Tuesday, January 16, 2018
Few things say luxury better than the exclusive French black truffle, affectionately known as the “Black Diamond.” Start the New Year off in style with a truffle-centric feast at the Beard House, prepared by chefs from some of New York City’s most in-demand restaurants.
Wednesday, January 17, 2018
Cleveland’s EDWINS Restaurant draws diners for its lauded classic French fare, but the best things to come out of its kitchen may be the formerly incarcerated adults who receive hospitality and culinary training through the eatery's leadership institute. Come to the Beard House as founder, president, and CEO Brandon Chrostowski crafts a meal that honors the traditions of yesterday alongside the promise of tomorrow.
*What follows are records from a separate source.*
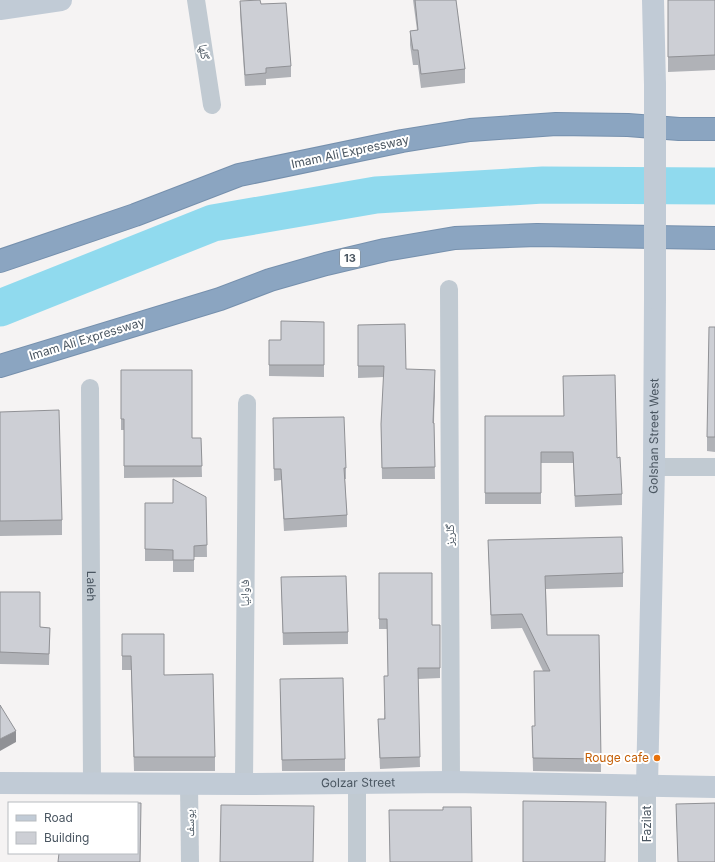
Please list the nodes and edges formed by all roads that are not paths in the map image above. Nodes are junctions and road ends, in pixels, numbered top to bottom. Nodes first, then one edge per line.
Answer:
1 (61, 0) edge
2 (196, 0) edge
3 (653, 0) edge
4 (0, 9) edge
5 (212, 104) dead end
6 (715, 129) edge
7 (715, 238) edge
8 (0, 261) edge
9 (449, 289) dead end
10 (0, 366) edge
11 (90, 388) dead end
12 (247, 403) dead end
13 (654, 467) junction
14 (715, 467) edge
15 (357, 782) junction
16 (451, 782) junction
17 (0, 783) edge
18 (92, 784) junction
19 (189, 784) junction
20 (244, 784) junction
21 (647, 786) junction
22 (715, 787) edge
23 (190, 862) edge
24 (358, 862) edge
25 (647, 862) edge

1 - 4 main road
2 - 5 street, گلها
3 - 13 main road, Golshan Street West, bridge
6 - 8 highway, Imam Ali Expressway
7 - 10 highway, Imam Ali Expressway / 13
9 - 16 street, گلریز
11 - 18 street, Laleh
12 - 20 street, فاوانیا
13 - 14 street
13 - 21 main road, Golshan Street West
15 - 16 main road, Golzar Street
15 - 20 main road, Golzar Street
15 - 24 street
16 - 21 main road, Golzar Street
17 - 18 main road, Golzar Street
18 - 19 main road, Golzar Street
19 - 20 main road, Golzar Street
19 - 23 street, یوسف
21 - 22 main road, Golzar Street
21 - 25 street, Fazilat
Thursday, January 18, 2018
We’ve all asked it before: what comes first, the chicken or the egg? Join us at the Beard House when Louis Rossi, chef at the sophisticated Castle Hill Inn, attempts to answer one of life’s timeless questions with a stylish dégustation featuring poultry and eggs—from quail to caviar—all expertly paired with wines.
Friday, January 19, 2018
At Moody’s Delicatessen & Provisions, chef Joshua Smith is re-thinking the art of charcuterie by putting his own spin on classic pairings of cured meat and cheese. Join us as Smith returns to the Beard House with a new team of meat-minded chefs for a carnivorous evening that’s handcrafted to perfection.